Pourquoi êtes-vous devenu critique gastronomique plutôt que chef étoilé ?
J’ai souvent caressé l’espoir de devenir chef. Jeune, j’étais fasciné par cette figure tutélaire, par son autorité, la toque sur la tête, le cérémonial. Mon père, qui était lyonnais, avait toujours le guide Michelin dans la boîte à gants. Il m’a fait découvrir à un âge assez précoce des restaurants étoilés. Mes parents fêtaient les grandes occasions au restaurant, quand chacun de nous dans la fratrie de quatre enfants obtenait un diplôme. Le chef venait saluer tout le monde à la fin et vous demandait en direct vos impressions que vous deviez formuler en ayant un petit peu la boule au ventre…
Qui vous a dissuadé de vous lancer dans la cuisine ?
Mes parents. Mon père, professeur d’espagnol, a dirigé des lycées. Ma mère était professeur d’histoire géographie. J’étais assez bon à l’école, alors ils m’imaginaient à Normale Sup. Je suis né en 1975. À l’époque, choisir le métier de chef signifiait que l’on avait échoué dans ses études. Ce qui est un paradoxe, en France, où l’on considère la gastronomie comme un art majeur.
Diplômé de Sciences Po, vous vous lancez alors dans le journalisme…
Ça permettait à la fois de s’intéresser au monde, de voyager et d’écrire. La gastronomie qui a toujours été une passion familiale est venue après. Ma mère, originaire de Corse, cuisinait de façon assez admirable une cuisine simple, du quotidien, avec pour seule fonction de bien nous nourrir et de nous faire du bien. Ma mère cuisine comme elle respire, au doigté, sans livre de recettes, même si de temps en temps elle s’aventure sur un terrain d’expérimentation plus ambitieux.

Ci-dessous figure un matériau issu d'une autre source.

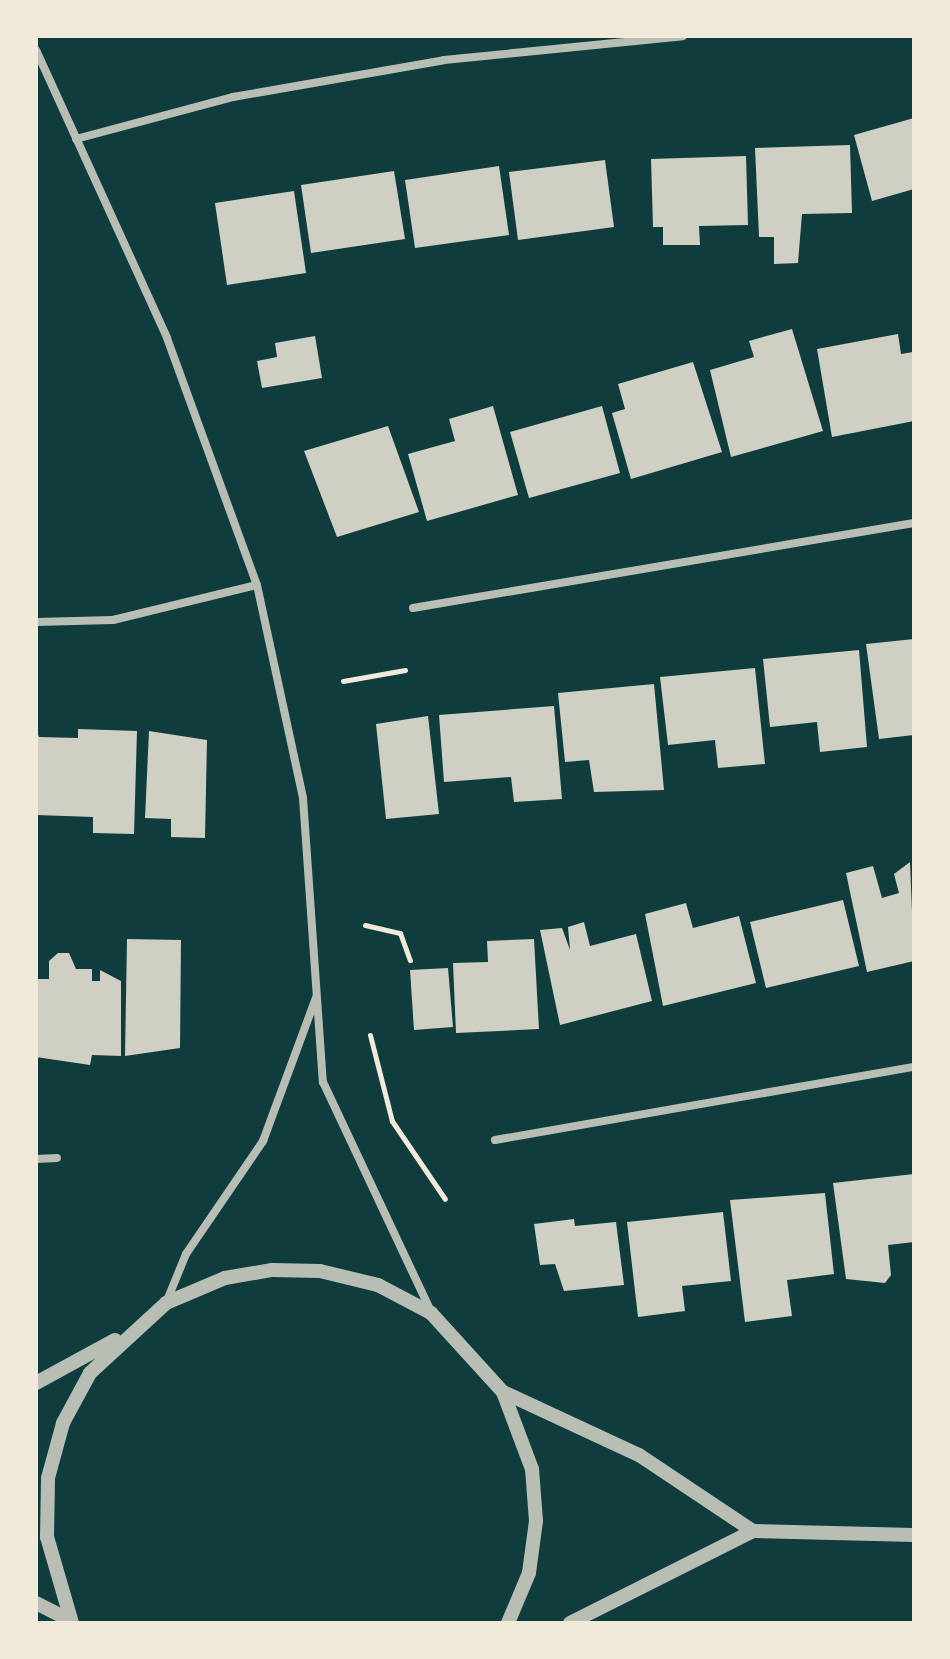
<!DOCTYPE html>
<html>
<head>
<meta charset="utf-8">
<style>
	body { margin:0 }
	#map { position:relative; width:950px; height:1659px; overflow:hidden; background:#0f3d3e; font-family:Manrope,sans-serif }
	div>[style] { position:absolute }
	[style*='--x'] { left:calc(var(--x)*1px); top:calc(var(--y)*1px); width:calc(var(--w)*1px); rotate:calc(var(--a)*1deg) }
	.building>* { inset:0; background:#cfcfc3 }
	.path>* { height:5px; margin:-2.5px; padding:0 2.5px; transform-origin:2.5px; border-radius:2.5px; background:#f1e9da }
	.minor>* { height:8px; margin:-4px; padding:0 4px; transform-origin:4px; border-radius:4px; background:#b8beb3 }
	.tertiary>* { height:14px; margin:-7px; padding:0 7px; transform-origin:7px; border-radius:7px; background:#b8beb3 }
	span { translate:-50% -50%; white-space:nowrap; text-align:center; line-height:1.15; -webkit-text-stroke:8px #f1e9da; paint-order:stroke }
	.frame { position:absolute; inset:0; border:38px solid #f1e9da; pointer-events:none }
</style>
</head>
<body>
<div id="map">
	<div class="building">
		<div style="clip-path:polygon(914px 118px,914px 189px,872px 201px,854px 135px)"></div>
		<div style="clip-path:polygon(850px 145px,852px 213px,802px 214px,798px 263px,774px 264px,774px 237px,759px 237px,755px 148px)"></div>
		<div style="clip-path:polygon(746px 156px,748px 225px,699px 226px,700px 245px,663px 245px,663px 227px,653px 227px,651px 159px)"></div>
		<div style="clip-path:polygon(605px 160px,614px 227px,518px 240px,509px 172px)"></div>
		<div style="clip-path:polygon(499px 166px,509px 235px,415px 248px,405px 180px)"></div>
		<div style="clip-path:polygon(394px 171px,405px 239px,311px 253px,301px 185px)"></div>
		<div style="clip-path:polygon(294px 191px,306px 273px,227px 285px,215px 203px)"></div>
		<div style="clip-path:polygon(792px 329px,823px 431px,731px 457px,710px 370px,754px 357px,749px 341px)"></div>
		<div style="clip-path:polygon(898px 334px,901px 354px,913px 352px,914px 421px,832px 437px,817px 349px)"></div>
		<div style="clip-path:polygon(315px 336px,322px 378px,262px 388px,257px 361px,277px 357px,275px 343px)"></div>
		<div style="clip-path:polygon(693px 362px,722px 452px,631px 479px,612px 413px,625px 409px,618px 384px)"></div>
		<div style="clip-path:polygon(493px 406px,518px 495px,427px 521px,408px 454px,455px 441px,449px 419px)"></div>
		<div style="clip-path:polygon(602px 406px,620px 473px,529px 498px,510px 432px)"></div>
		<div style="clip-path:polygon(388px 426px,419px 512px,337px 537px,304px 451px)"></div>
		<div style="clip-path:polygon(914px 639px,914px 735px,879px 739px,866px 644px)"></div>
		<div style="clip-path:polygon(859px 650px,867px 747px,820px 752px,817px 722px,770px 727px,763px 659px)"></div>
		<div style="clip-path:polygon(755px 668px,765px 764px,718px 768px,715px 740px,668px 745px,660px 677px)"></div>
		<div style="clip-path:polygon(654px 684px,664px 790px,594px 792px,589px 760px,565px 762px,558px 693px)"></div>
		<div style="clip-path:polygon(554px 706px,562px 799px,514px 802px,511px 777px,444px 782px,439px 715px)"></div>
		<div style="clip-path:polygon(428px 716px,439px 814px,386px 819px,376px 724px)"></div>
		<div style="clip-path:polygon(78px 729px,137px 731px,134px 834px,93px 833px,93px 817px,36px 815px,36px 730px,39px 737px,78px 738px)"></div>
		<div style="clip-path:polygon(149px 731px,207px 740px,205px 838px,171px 837px,171px 819px,145px 818px)"></div>
		<div style="clip-path:polygon(910px 862px,914px 961px,867px 972px,846px 873px,873px 866px,882px 898px,899px 893px,894px 874px)"></div>
		<div style="clip-path:polygon(843px 900px,859px 966px,766px 988px,750px 922px)"></div>
		<div style="clip-path:polygon(686px 903px,693px 928px,739px 916px,756px 983px,663px 1006px,645px 914px)"></div>
		<div style="clip-path:polygon(584px 922px,590px 946px,636px 934px,652px 1001px,560px 1025px,540px 930px,562px 928px,570px 950px,568px 927px)"></div>
		<div style="clip-path:polygon(127px 939px,181px 940px,180px 1048px,125px 1056px)"></div>
		<div style="clip-path:polygon(534px 939px,539px 1029px,456px 1033px,453px 963px,488px 962px,487px 941px)"></div>
		<div style="clip-path:polygon(58px 953px,69px 953px,76px 969px,92px 969px,92px 981px,100px 981px,100px 970px,121px 981px,121px 1056px,92px 1055px,90px 1065px,36px 1057px,36px 979px,49px 979px,49px 961px)"></div>
		<div style="clip-path:polygon(448px 968px,453px 1027px,414px 1030px,410px 970px)"></div>
		<div style="clip-path:polygon(914px 1174px,914px 1242px,888px 1245px,891px 1275px,885px 1283px,846px 1279px,833px 1183px)"></div>
		<div style="clip-path:polygon(825px 1193px,834px 1274px,787px 1280px,792px 1316px,745px 1322px,730px 1200px)"></div>
		<div style="clip-path:polygon(723px 1212px,731px 1281px,682px 1286px,685px 1311px,638px 1317px,627px 1222px)"></div>
		<div style="clip-path:polygon(574px 1219px,575px 1226px,616px 1222px,624px 1285px,564px 1291px,555px 1264px,540px 1265px,534px 1224px)"></div>
	</div>
	<div class="path">
		<div style="--x:343;--y:681;--w:63;--a:-10.1"></div>
		<div style="--x:365;--y:925;--w:36;--a:13"></div>
		<div style="--x:400;--y:933;--w:29;--a:70"></div>
		<div style="--x:370;--y:1035;--w:89;--a:75.7"></div>
		<div style="--x:392;--y:1121;--w:94;--a:55.8"></div>
	</div>
	<div class="minor">
		<div style="--x:36;--y:50;--w:316;--a:65.5"></div>
		<div style="--x:167;--y:338;--w:263;--a:70"></div>
		<div style="--x:257;--y:585;--w:218;--a:77.8"></div>
		<div style="--x:303;--y:798;--w:285;--a:86"></div>
		<div style="--x:323;--y:1082;--w:254;--a:64.8"></div>
		<div style="--x:76;--y:139;--w:163;--a:-15"></div>
		<div style="--x:233;--y:97;--w:214;--a:-9.9"></div>
		<div style="--x:444;--y:60;--w:240;--a:-5.7"></div>
		<div style="--x:413;--y:608;--w:508;--a:-9.63"></div>
		<div style="--x:36;--y:622;--w:77;--a:-1.5"></div>
		<div style="--x:113;--y:620;--w:148;--a:-13.7"></div>
		<div style="--x:495;--y:1140;--w:425;--a:-9.9"></div>
		<div style="--x:36;--y:1159;--w:21;--a:-3"></div>
		<div style="--x:166;--y:1303;--w:53;--a:-67.8"></div>
		<div style="--x:186;--y:1254;--w:137;--a:-55.7"></div>
		<div style="--x:263;--y:1141;--w:153;--a:-69.7"></div>
	</div>
	<div class="tertiary">
		<div style="--x:36;--y:1383;--w:90;--a:-28.6"></div>
		<div style="--x:503;--y:1392;--w:150;--a:24.9"></div>
		<div style="--x:639;--y:1455;--w:137;--a:33.7"></div>
		<div style="--x:36;--y:1603;--w:38;--a:27"></div>
		<div style="--x:72;--y:1623;--w:90;--a:-106.2"></div>
		<div style="--x:47;--y:1537;--w:59;--a:-89"></div>
		<div style="--x:48;--y:1478;--w:57;--a:-74.7"></div>
		<div style="--x:63;--y:1423;--w:57;--a:-61.6"></div>
		<div style="--x:90;--y:1373;--w:103;--a:-42.6"></div>
		<div style="--x:166;--y:1303;--w:64;--a:-23"></div>
		<div style="--x:225;--y:1278;--w:48;--a:-9.7"></div>
		<div style="--x:272;--y:1270;--w:48;--a:1.2"></div>
		<div style="--x:320;--y:1271;--w:60;--a:13.6"></div>
		<div style="--x:378;--y:1285;--w:60;--a:27.8"></div>
		<div style="--x:431;--y:1313;--w:107;--a:47.7"></div>
		<div style="--x:503;--y:1392;--w:82;--a:69.4"></div>
		<div style="--x:532;--y:1469;--w:52;--a:85.6"></div>
		<div style="--x:536;--y:1521;--w:52;--a:97.7"></div>
		<div style="--x:529;--y:1573;--w:54;--a:112.8"></div>
		<div style="--x:570;--y:1623;--w:205;--a:-26.7"></div>
		<div style="--x:753;--y:1531;--w:161;--a:1.4"></div>
	</div>
	<div class="frame"></div>
</div>
</body>
</html>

La lignée maternelle vous initie-t-elle à la gastronomie ?
Mon arrière-grand-mère maternelle avait le geste sûr, déjà. Mon arrière-grand-père, lui, dirigeait une société qui fabriquait du Roquefort en Corse. Dans la famille de ma mère, nous sommes davantage issus de milieux terriens, avec des pêcheurs, des chasseurs, des gens très proches de la terre, des cueillettes sauvages. Du côté paternel, mon grand-père était fils de postier dans le Nord. Il a fait polytechnique et s’est retrouvé à diriger Saint-Gobain. Nous étions davantage dans une certaine bourgeoisie, nous prenions plaisir à table, au restaurant. Savoir et saveurs ne vont pas l’un sans l’autre. Les deux termes sont issus de "sapere", la même racine latine qui signifie : apprendre à connaître. Samedi dernier, je dégustais dans une auberge corse l’A rivia, une sorte de grosse brochette censée récupérer tous les abats des agneaux et des cabris tués pour Noël, entourés d’une crépinette et enroulés dans des boyaux. Ce qui est un peu mystérieux, c’est que l’A rivia est le cousin de kokoreç et kokoretsi, une préparation turque et grecque. J’ai rencontré un professeur d’Université pour vérifier le lien. J’aime ce genre d’énigme, ce type de ricochets. C’est un très bon moyen d’appréhender ce qu’il ya de populaire et d’universel dans la culture.
Vos émotions passent-elles forcément par l’intellect ?
Nourrir l’esprit m’intéresse parfois plus que nourrir le corps. D’ailleurs, avec mon métabolisme, je ne suis pas le mieux équipé du monde. J’arrive à satiété assez rapidement. Ce que j’aime, dans la gastronomie, ce sont les passerelles avec l’histoire, la géographie, la langue. "Cardinaliser" est l’un des plus beaux mots. Il est utilisé quand on plonge le homard dans l’eau chaude. Il prend une couleur rouge, celle de la robe de cardinal.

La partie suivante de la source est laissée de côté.